» **WHAT IS BEING ASKED**
Restate the data exactly as given and keep the pictures out.

» **SUPPLIED RECORDS**
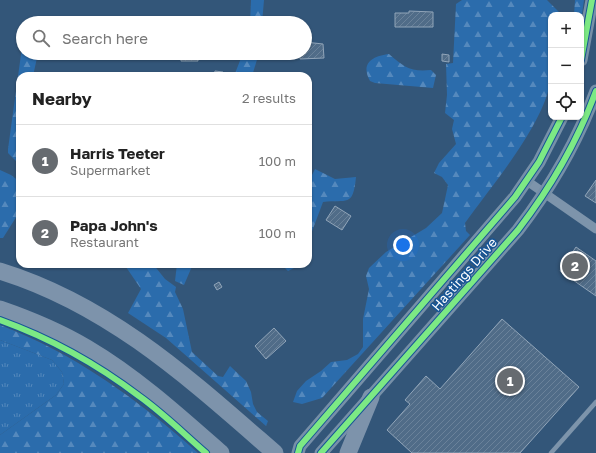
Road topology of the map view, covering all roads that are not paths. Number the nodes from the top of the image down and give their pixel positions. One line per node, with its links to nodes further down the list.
1 (592, 0): 2 (street)
2 (583, 48)
3 (596, 91): 6 (street, Hastings Drive)
4 (561, 120): 5 (street, Hastings Drive)
5 (527, 181): 6 (street); 14 (street, Hastings Drive)
6 (545, 194): 7 (street); 10 (street, Hastings Drive)
7 (596, 229)
8 (0, 271): 13 (highway)
9 (0, 309): 12 (highway)
10 (371, 397): 15 (street, Hastings Drive); 16 (highway)
11 (596, 402): 17 (lane)
12 (222, 453)
13 (275, 453)
14 (298, 453)
15 (321, 453)
16 (348, 453)
17 (551, 453)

» **REPLY TO THE EXERCISE**
Road topology of the map view, covering all roads that are not paths. Number the nodes from the top of the image down and give their pixel positions. One line per node, with its links to nodes further down the list.
1 (592, 0): 2 (street)
2 (583, 48)
3 (596, 91): 6 (street, Hastings Drive)
4 (561, 120): 5 (street, Hastings Drive)
5 (527, 181): 6 (street); 14 (street, Hastings Drive)
6 (545, 194): 7 (street); 10 (street, Hastings Drive)
7 (596, 229)
8 (0, 271): 13 (highway)
9 (0, 309): 12 (highway)
10 (371, 397): 15 (street, Hastings Drive); 16 (highway)
11 (596, 402): 17 (lane)
12 (222, 453)
13 (275, 453)
14 (298, 453)
15 (321, 453)
16 (348, 453)
17 (551, 453)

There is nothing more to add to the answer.